▸ **ACTION ITEM**
Pick every line out of the entries below that holds the string "Close", and report them.

----

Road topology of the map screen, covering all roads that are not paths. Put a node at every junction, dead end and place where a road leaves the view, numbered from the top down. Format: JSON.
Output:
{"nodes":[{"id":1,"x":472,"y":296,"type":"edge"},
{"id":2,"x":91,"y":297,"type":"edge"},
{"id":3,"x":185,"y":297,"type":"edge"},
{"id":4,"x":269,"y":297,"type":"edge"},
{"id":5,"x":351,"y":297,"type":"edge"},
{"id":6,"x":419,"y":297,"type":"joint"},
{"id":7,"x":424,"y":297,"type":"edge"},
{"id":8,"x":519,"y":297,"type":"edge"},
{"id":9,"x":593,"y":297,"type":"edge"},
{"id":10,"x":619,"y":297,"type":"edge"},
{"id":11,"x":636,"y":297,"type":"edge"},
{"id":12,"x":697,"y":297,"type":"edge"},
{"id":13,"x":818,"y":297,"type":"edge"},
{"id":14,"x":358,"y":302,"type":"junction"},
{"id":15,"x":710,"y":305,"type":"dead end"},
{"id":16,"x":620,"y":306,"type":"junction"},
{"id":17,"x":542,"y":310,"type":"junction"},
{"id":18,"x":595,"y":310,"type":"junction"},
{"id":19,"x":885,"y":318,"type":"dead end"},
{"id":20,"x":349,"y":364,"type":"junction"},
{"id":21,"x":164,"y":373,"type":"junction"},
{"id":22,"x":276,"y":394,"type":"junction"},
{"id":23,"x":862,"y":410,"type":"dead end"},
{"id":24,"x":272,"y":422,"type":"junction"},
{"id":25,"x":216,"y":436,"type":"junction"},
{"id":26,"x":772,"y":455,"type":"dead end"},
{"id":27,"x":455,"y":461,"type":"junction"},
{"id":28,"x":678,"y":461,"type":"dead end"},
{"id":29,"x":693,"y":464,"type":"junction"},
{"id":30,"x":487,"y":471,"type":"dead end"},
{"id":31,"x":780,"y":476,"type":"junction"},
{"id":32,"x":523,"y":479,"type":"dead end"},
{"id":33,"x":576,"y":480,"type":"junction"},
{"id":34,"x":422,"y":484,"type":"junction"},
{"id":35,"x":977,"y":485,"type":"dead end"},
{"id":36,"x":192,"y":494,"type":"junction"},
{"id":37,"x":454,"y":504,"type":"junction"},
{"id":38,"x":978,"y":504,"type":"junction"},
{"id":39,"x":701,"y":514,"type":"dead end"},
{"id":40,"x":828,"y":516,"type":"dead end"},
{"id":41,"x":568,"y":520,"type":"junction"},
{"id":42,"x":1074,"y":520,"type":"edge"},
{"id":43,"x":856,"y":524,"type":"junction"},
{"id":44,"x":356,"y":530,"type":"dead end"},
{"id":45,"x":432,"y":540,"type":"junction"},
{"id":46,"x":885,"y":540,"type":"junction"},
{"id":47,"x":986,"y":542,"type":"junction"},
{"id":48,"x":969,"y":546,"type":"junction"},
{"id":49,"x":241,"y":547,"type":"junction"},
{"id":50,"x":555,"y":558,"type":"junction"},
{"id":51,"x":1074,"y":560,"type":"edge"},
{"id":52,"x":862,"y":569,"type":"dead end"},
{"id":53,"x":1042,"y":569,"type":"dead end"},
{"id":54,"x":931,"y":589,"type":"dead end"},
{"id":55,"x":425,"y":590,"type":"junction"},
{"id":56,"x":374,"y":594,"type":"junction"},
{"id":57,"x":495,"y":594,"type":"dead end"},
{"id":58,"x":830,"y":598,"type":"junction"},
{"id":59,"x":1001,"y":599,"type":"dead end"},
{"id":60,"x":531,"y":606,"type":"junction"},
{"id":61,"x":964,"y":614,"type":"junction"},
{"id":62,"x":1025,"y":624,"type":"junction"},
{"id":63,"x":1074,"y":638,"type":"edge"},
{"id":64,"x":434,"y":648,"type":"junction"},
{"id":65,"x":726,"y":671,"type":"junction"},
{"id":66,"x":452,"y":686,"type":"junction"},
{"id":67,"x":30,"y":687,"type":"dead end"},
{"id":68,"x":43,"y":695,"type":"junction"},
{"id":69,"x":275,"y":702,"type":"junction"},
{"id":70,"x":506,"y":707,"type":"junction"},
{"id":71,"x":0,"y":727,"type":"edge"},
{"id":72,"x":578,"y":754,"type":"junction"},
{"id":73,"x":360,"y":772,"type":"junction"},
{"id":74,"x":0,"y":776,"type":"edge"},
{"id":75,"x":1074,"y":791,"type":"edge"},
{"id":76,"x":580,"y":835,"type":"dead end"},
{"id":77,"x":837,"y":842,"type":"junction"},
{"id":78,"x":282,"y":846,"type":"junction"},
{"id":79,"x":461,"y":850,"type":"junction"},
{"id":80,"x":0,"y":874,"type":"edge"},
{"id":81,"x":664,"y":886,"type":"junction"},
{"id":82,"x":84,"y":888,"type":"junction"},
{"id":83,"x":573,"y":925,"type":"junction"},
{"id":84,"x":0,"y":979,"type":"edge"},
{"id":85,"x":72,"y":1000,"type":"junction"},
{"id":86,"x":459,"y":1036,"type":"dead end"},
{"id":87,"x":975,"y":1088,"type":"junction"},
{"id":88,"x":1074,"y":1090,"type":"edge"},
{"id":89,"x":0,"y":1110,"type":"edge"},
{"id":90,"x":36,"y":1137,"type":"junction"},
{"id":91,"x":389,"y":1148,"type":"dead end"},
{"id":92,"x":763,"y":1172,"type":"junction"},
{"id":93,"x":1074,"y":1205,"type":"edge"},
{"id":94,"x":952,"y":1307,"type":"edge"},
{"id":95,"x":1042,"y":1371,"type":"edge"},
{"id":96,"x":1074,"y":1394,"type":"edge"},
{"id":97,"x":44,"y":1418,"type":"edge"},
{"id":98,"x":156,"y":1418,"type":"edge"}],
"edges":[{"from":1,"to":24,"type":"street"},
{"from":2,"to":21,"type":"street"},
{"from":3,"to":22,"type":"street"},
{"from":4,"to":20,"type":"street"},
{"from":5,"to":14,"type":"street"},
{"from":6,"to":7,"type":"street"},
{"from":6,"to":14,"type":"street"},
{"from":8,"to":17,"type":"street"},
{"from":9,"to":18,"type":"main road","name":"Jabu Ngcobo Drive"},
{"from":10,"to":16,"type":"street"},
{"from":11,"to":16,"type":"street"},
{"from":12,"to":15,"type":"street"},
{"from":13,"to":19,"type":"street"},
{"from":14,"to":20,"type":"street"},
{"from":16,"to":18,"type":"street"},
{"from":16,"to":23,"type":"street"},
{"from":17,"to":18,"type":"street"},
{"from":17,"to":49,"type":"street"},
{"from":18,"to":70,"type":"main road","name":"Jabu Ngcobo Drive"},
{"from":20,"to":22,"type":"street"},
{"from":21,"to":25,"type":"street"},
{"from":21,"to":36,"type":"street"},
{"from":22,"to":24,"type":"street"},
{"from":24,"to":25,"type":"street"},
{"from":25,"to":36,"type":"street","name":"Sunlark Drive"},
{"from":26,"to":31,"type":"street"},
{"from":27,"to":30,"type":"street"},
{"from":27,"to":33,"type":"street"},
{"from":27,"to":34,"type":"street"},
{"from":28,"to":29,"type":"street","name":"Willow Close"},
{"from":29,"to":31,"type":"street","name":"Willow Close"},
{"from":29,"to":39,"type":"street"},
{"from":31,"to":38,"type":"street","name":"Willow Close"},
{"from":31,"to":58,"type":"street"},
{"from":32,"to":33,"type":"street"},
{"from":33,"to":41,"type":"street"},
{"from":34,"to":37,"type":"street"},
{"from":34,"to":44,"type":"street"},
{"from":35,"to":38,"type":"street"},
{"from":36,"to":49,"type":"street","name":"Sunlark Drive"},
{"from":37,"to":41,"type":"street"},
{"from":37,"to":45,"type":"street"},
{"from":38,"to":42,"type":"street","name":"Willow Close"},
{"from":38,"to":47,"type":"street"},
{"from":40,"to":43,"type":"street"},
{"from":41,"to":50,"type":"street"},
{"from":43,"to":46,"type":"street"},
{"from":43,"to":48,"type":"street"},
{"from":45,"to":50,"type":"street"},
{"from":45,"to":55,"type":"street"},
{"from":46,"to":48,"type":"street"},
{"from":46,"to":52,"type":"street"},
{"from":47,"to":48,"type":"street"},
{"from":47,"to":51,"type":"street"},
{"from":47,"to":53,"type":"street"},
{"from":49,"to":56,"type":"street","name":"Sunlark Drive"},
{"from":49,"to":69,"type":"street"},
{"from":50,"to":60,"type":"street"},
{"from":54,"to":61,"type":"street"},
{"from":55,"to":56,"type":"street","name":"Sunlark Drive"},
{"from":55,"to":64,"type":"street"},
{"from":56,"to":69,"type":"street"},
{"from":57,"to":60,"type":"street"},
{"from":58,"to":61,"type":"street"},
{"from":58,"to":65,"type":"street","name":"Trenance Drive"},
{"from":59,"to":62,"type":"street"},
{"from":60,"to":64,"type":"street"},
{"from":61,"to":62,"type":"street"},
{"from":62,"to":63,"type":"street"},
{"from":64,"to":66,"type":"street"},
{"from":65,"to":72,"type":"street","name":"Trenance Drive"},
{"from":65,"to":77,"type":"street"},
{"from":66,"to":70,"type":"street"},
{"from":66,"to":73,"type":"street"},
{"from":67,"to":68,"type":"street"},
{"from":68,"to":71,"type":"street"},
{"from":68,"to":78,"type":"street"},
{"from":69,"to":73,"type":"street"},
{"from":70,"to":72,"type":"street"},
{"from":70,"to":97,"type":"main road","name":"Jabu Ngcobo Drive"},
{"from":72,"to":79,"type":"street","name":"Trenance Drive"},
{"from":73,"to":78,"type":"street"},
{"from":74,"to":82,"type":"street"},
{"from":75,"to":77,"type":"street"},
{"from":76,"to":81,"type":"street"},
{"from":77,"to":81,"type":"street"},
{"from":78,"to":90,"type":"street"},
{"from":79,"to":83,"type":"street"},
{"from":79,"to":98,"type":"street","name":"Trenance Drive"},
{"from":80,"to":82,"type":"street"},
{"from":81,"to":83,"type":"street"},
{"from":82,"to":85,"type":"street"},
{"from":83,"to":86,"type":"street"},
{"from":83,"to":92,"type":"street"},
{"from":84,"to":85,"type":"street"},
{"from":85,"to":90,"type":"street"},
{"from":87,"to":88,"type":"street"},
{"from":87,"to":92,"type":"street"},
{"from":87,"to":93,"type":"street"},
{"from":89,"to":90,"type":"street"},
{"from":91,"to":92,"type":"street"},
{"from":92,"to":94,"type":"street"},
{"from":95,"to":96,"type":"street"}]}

----

▸ **EXERCISE RESULT**
{"from":28,"to":29,"type":"street","name":"Willow Close"},
{"from":29,"to":31,"type":"street","name":"Willow Close"},
{"from":31,"to":38,"type":"street","name":"Willow Close"},
{"from":38,"to":42,"type":"street","name":"Willow Close"},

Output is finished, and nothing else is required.